— What this task involves —
Whenever a line in the data contains "strlen", show that line.

— Data excerpts —
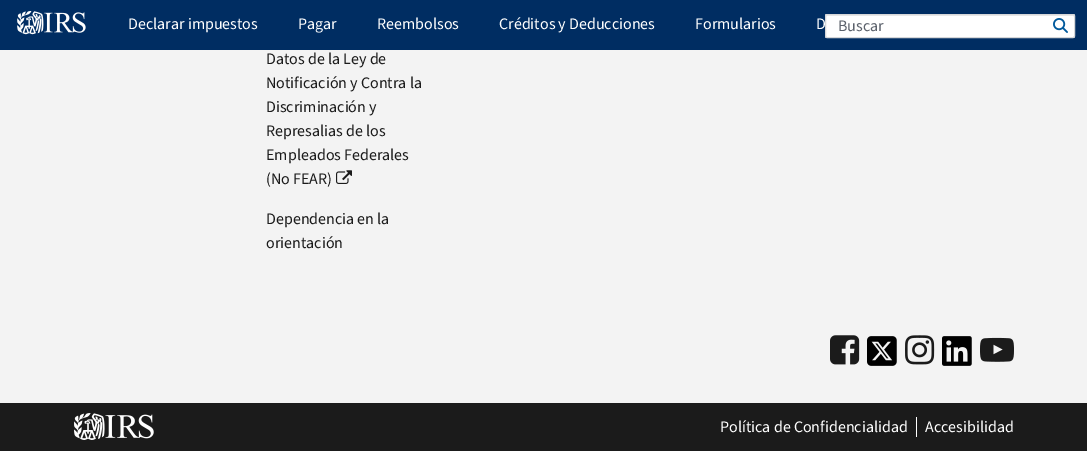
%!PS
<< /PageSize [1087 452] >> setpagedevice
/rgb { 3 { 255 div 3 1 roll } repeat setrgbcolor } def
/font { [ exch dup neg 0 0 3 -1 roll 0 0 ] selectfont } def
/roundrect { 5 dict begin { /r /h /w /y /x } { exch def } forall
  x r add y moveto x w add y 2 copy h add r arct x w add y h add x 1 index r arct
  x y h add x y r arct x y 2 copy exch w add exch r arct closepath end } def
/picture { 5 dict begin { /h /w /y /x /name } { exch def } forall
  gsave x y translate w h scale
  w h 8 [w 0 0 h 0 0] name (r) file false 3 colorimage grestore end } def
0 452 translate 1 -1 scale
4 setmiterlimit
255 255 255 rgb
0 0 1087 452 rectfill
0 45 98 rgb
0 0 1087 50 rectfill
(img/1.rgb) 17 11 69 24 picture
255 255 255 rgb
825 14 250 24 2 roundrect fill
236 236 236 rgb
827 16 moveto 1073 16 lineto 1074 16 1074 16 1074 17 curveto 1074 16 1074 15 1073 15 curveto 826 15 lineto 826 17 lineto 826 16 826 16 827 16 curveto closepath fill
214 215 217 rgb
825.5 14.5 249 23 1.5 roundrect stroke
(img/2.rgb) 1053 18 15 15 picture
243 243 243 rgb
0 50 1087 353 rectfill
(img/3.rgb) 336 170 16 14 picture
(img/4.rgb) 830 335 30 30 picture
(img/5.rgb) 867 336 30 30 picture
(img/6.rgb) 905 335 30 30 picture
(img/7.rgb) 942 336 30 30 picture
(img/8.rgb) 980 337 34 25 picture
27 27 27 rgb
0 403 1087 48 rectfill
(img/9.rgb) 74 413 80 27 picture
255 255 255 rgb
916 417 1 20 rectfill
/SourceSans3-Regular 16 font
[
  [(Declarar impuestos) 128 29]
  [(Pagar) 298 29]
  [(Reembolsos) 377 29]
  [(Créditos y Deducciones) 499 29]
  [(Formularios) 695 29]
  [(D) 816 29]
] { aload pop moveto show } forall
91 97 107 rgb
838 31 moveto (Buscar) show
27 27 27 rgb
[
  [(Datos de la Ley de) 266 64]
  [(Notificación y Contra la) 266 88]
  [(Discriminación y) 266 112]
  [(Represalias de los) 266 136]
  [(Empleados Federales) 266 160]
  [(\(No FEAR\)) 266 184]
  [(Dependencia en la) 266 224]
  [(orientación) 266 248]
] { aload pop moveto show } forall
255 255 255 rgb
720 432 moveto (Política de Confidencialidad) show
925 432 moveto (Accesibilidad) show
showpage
* * *
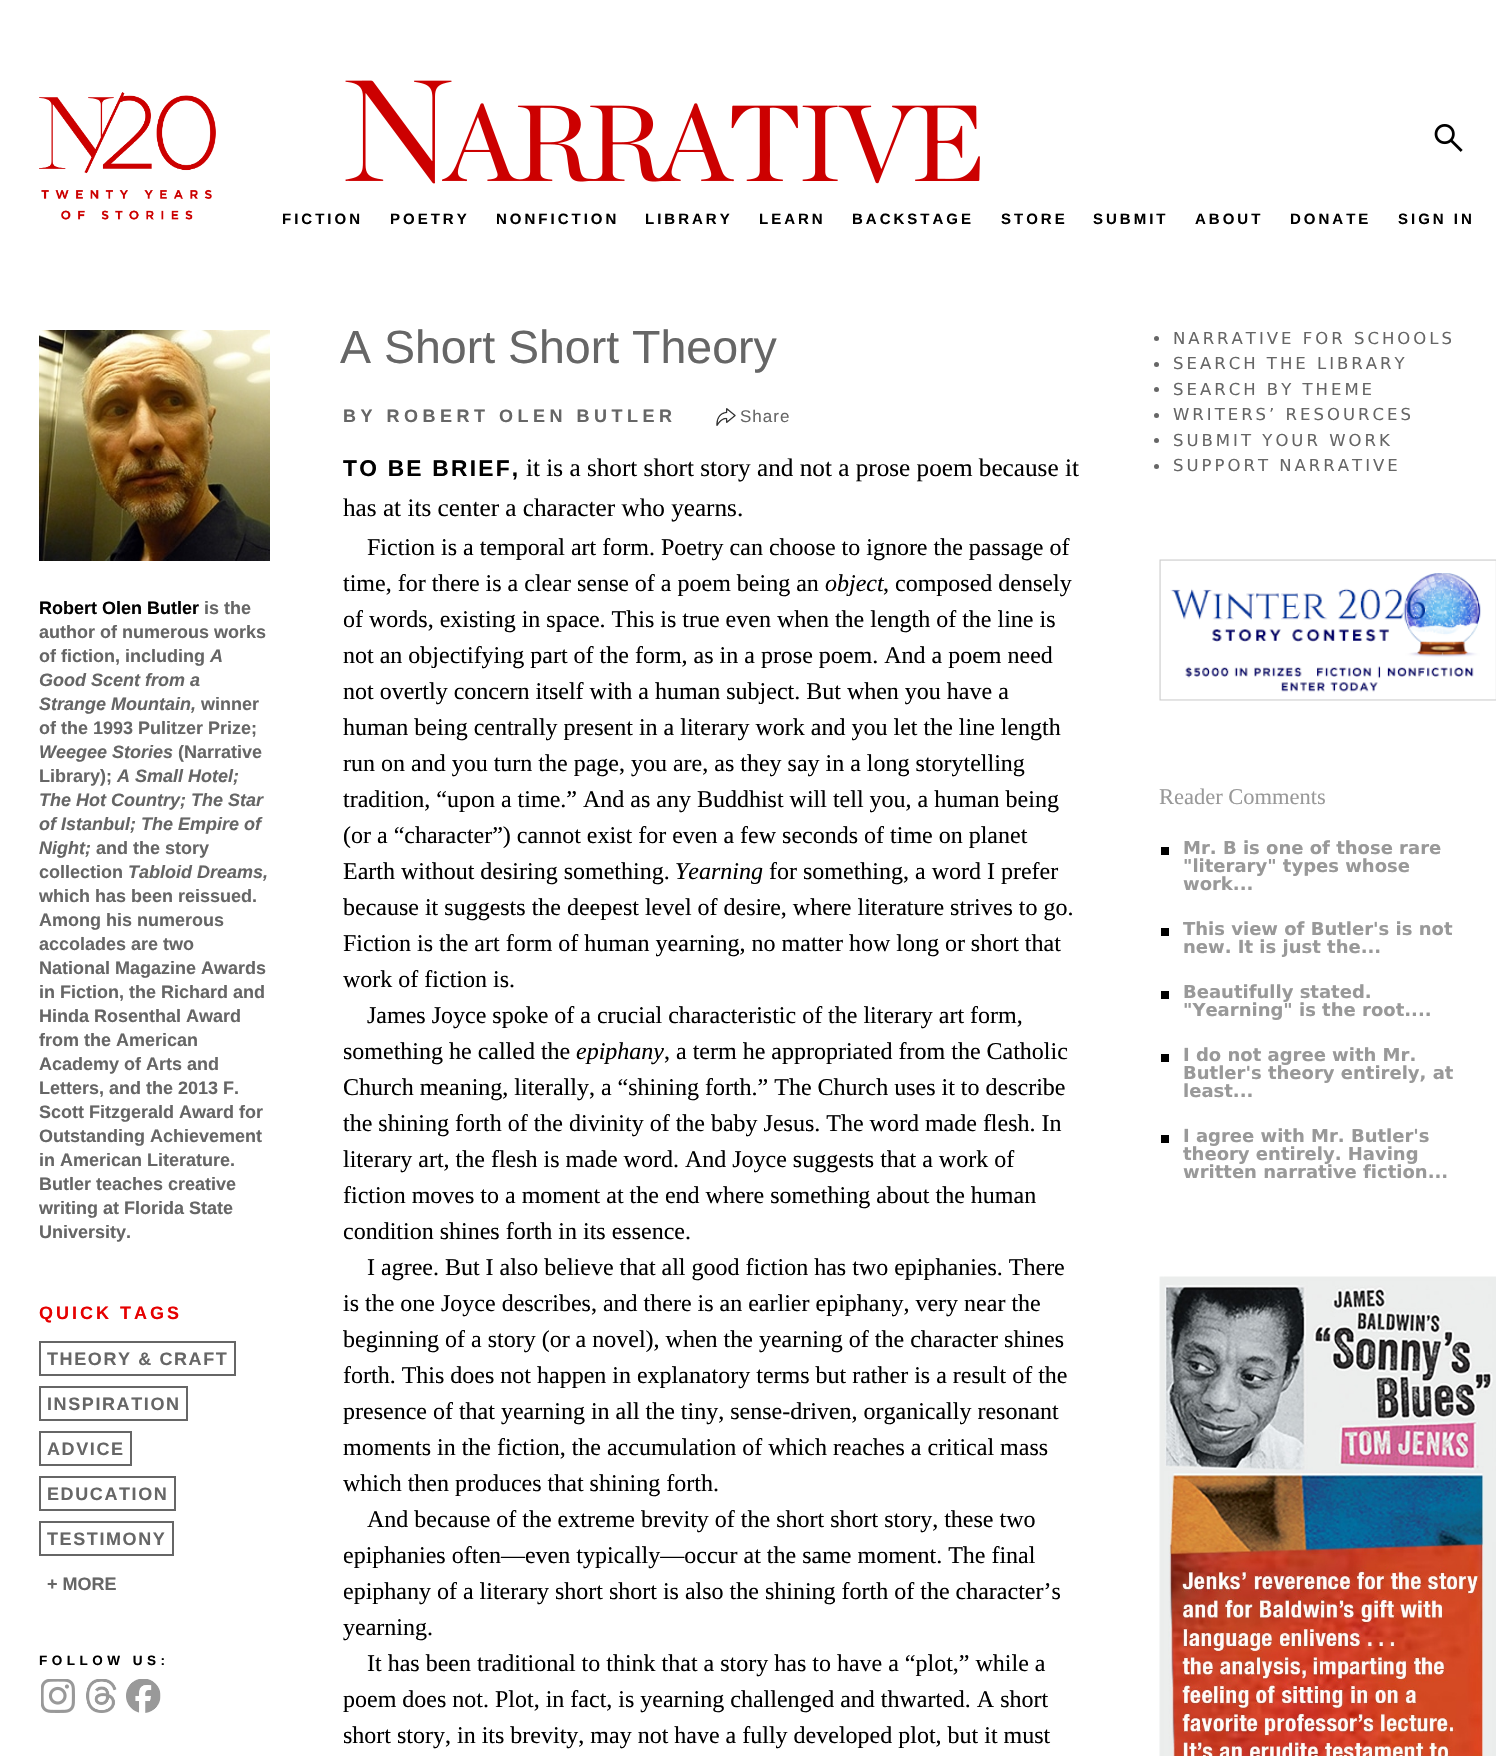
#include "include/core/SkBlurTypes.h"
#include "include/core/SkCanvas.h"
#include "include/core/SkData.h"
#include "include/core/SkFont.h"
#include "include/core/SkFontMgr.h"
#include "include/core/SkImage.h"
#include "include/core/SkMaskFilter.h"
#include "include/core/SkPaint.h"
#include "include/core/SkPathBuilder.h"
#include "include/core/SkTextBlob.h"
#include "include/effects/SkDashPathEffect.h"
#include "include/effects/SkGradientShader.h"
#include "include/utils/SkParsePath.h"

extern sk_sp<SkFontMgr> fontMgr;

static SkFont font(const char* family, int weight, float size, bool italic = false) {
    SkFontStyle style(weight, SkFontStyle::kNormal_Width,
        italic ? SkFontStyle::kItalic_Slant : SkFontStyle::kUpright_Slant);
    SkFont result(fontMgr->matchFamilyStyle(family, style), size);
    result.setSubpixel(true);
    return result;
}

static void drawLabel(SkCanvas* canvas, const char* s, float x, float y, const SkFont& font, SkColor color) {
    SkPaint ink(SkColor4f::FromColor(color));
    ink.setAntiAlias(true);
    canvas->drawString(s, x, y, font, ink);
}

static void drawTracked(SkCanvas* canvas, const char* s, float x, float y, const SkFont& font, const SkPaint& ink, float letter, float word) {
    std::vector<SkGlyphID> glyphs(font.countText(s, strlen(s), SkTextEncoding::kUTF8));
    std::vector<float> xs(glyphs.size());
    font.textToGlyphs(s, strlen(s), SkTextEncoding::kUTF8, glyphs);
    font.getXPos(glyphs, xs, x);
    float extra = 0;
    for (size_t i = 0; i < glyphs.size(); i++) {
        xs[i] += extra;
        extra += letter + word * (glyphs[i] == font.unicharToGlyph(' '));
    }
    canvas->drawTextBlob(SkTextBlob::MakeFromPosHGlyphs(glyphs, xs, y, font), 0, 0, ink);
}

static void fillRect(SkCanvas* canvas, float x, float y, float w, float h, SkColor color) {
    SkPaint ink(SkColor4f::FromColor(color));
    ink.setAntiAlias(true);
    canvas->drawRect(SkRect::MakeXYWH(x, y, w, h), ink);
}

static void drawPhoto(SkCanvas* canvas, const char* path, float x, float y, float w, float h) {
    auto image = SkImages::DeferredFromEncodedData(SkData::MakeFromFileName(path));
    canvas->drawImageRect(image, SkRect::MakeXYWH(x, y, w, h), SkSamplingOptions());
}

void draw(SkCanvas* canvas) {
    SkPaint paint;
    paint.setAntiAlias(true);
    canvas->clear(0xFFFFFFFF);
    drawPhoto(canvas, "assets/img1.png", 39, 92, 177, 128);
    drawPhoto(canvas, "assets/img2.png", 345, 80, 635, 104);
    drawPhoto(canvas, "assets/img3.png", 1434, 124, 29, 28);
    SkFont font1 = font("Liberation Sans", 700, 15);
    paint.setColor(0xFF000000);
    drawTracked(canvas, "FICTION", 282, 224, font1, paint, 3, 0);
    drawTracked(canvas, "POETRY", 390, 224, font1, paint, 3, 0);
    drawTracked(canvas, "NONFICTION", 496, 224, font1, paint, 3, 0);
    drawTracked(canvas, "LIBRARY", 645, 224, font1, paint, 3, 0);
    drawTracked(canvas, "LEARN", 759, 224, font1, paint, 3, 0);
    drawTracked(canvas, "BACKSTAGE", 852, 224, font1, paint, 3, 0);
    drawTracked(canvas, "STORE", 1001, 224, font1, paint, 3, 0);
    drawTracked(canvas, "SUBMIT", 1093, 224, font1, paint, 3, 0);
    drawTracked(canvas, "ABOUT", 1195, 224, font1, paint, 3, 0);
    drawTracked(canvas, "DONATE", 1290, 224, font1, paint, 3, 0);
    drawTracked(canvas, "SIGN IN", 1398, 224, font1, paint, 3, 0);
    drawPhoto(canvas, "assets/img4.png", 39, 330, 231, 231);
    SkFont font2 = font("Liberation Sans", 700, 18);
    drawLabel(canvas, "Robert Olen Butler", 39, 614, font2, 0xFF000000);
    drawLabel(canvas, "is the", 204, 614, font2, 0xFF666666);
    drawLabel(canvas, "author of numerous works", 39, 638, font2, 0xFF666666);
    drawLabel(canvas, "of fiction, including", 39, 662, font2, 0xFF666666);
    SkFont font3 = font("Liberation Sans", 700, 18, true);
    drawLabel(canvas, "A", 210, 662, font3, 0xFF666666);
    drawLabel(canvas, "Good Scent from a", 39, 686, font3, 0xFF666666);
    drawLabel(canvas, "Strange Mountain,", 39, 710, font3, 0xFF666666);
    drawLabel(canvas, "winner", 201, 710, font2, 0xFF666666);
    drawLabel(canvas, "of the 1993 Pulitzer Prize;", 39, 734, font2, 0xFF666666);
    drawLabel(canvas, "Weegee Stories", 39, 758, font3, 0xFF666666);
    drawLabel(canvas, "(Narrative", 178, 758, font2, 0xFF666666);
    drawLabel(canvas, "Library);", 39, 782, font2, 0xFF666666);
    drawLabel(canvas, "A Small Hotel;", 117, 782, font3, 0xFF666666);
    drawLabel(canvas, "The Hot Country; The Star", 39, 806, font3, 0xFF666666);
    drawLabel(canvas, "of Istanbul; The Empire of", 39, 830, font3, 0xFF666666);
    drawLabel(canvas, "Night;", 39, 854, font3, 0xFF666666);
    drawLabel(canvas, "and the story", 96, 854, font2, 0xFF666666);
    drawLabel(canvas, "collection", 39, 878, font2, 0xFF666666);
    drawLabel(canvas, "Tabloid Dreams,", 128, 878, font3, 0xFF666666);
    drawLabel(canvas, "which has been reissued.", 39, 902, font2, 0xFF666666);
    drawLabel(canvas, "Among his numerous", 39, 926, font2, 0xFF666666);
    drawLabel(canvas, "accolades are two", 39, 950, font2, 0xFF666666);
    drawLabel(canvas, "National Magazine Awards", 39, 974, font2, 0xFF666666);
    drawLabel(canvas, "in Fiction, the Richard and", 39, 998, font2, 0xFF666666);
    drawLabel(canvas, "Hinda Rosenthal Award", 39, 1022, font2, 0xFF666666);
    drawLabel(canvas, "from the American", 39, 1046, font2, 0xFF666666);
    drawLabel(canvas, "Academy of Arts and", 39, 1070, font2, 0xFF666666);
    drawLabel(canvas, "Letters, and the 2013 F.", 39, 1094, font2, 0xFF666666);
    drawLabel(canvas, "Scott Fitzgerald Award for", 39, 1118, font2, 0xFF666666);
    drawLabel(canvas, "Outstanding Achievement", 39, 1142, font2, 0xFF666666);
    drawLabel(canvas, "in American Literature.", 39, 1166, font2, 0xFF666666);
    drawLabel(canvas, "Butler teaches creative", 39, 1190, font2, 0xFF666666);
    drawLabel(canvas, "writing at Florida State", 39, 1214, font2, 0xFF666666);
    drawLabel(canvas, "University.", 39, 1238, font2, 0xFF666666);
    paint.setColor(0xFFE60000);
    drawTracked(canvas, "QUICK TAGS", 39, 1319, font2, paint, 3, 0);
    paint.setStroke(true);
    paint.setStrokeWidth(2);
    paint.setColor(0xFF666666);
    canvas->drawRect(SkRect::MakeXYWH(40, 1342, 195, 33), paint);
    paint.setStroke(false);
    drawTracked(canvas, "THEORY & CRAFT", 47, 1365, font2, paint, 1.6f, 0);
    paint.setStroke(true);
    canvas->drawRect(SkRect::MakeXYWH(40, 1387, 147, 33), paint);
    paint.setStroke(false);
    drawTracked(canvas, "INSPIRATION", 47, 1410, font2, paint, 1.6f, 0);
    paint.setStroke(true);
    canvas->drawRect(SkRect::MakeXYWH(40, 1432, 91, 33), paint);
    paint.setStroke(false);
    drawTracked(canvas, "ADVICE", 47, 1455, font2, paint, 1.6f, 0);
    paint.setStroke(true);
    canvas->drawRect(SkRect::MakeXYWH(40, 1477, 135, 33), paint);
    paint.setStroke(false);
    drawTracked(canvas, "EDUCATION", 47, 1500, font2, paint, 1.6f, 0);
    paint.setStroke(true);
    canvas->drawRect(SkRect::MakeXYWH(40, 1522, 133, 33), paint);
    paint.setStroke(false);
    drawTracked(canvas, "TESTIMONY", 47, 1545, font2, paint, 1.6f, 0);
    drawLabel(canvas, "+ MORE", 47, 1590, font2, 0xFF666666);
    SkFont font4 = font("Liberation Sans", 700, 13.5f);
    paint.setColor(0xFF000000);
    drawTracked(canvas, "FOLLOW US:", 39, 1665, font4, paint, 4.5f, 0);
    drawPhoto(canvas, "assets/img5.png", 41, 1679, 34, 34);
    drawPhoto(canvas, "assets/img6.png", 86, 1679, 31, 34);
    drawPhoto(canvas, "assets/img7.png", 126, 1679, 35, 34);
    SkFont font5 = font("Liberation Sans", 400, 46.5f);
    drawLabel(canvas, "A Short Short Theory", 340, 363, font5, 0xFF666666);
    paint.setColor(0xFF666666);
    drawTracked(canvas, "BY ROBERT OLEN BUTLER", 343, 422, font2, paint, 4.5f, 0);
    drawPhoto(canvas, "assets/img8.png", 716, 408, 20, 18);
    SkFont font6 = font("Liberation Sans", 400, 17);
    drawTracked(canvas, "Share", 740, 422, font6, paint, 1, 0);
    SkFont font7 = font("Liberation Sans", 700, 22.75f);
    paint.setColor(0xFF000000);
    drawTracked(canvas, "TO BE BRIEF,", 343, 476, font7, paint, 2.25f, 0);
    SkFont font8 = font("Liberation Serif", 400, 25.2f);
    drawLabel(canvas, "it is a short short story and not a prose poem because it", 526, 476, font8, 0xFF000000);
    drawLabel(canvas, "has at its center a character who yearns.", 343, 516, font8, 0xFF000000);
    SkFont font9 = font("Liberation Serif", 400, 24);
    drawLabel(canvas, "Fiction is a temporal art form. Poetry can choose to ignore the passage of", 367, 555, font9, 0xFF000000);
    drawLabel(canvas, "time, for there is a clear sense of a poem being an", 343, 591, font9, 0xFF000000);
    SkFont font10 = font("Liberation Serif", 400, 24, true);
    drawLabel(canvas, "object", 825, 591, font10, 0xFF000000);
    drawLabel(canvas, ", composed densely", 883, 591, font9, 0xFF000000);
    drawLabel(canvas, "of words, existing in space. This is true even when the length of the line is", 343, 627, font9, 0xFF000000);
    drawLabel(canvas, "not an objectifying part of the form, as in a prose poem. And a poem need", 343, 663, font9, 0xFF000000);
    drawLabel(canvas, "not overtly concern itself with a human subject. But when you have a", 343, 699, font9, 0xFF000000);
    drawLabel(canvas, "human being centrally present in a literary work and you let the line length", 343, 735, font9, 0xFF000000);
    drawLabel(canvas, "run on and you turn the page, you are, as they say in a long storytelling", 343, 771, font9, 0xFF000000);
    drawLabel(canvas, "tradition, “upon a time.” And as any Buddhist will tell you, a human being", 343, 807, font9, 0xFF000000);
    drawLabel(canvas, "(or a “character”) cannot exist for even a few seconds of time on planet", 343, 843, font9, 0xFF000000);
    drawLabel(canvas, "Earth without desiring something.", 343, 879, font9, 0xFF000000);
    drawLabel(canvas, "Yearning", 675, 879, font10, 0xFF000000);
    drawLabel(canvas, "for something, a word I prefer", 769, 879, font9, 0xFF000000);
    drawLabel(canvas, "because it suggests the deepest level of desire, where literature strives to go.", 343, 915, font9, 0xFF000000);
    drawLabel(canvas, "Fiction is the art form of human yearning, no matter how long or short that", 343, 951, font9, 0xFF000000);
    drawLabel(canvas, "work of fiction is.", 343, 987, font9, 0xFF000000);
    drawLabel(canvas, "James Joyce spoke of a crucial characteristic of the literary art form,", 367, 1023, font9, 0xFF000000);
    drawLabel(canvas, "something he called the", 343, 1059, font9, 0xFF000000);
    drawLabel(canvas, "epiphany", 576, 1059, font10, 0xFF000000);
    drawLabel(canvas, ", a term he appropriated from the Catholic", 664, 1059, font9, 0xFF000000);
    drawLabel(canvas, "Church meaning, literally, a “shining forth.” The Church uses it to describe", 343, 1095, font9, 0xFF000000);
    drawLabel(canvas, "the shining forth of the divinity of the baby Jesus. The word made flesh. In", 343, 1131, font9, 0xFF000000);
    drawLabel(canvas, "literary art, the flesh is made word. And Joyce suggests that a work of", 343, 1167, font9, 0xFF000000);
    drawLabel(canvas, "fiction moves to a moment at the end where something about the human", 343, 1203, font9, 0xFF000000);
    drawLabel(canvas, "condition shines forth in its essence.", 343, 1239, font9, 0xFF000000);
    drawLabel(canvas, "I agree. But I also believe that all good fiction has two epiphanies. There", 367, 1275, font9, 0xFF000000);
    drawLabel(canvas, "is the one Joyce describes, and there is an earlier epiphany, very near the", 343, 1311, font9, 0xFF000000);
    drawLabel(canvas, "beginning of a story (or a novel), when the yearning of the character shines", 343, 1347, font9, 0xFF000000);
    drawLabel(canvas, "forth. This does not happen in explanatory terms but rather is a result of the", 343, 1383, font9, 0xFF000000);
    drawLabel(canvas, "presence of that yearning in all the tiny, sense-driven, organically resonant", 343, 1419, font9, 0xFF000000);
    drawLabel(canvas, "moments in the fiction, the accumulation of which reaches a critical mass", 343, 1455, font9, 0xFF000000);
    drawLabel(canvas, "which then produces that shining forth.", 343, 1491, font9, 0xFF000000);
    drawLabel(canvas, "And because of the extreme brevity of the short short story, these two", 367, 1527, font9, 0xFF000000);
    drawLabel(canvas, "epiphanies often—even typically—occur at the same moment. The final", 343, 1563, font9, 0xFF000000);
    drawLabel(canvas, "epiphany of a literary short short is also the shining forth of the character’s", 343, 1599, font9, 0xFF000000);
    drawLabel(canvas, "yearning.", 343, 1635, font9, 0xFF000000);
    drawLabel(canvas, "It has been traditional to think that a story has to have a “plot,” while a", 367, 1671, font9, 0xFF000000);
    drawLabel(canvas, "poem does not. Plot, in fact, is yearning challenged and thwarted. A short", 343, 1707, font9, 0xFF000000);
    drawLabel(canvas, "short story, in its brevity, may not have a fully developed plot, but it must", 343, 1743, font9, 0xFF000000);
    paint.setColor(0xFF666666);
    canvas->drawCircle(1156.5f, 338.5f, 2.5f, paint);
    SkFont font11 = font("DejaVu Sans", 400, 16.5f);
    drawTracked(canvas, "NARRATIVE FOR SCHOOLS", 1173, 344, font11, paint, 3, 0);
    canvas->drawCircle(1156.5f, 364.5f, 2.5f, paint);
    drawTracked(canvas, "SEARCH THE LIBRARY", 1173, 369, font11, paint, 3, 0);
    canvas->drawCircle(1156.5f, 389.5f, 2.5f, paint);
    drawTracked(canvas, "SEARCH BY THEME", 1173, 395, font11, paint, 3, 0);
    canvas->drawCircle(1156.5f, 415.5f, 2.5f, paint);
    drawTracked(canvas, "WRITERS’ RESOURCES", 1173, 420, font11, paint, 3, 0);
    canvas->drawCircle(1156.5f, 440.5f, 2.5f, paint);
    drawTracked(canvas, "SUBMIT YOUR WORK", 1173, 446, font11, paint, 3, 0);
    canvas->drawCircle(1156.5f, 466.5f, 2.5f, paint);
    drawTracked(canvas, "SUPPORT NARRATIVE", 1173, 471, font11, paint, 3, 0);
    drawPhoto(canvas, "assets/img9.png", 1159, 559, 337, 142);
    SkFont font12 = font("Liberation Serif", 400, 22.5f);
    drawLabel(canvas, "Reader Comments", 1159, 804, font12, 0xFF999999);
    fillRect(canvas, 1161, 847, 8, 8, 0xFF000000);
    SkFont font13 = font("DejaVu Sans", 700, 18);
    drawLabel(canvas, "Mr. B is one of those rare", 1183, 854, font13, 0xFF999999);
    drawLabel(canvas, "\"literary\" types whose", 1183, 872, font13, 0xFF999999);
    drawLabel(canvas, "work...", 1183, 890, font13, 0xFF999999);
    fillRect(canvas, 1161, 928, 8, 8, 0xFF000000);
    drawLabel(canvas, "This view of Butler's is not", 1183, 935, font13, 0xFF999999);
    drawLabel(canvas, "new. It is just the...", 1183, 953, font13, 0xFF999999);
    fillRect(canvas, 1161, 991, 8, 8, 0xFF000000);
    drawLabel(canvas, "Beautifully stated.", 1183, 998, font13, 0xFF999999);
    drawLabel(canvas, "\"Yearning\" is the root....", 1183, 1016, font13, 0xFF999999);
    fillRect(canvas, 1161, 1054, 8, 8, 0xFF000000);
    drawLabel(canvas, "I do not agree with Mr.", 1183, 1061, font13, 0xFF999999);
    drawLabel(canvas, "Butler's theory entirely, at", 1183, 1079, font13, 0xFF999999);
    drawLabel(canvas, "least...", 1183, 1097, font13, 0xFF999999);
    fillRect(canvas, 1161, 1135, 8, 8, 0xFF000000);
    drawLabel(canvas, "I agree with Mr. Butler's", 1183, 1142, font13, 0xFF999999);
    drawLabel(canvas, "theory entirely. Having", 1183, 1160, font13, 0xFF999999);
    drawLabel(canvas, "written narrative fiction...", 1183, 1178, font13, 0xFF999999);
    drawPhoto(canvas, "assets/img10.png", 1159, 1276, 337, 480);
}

— Exercise response —
    std::vector<SkGlyphID> glyphs(font.countText(s, strlen(s), SkTextEncoding::kUTF8));
    font.textToGlyphs(s, strlen(s), SkTextEncoding::kUTF8, glyphs);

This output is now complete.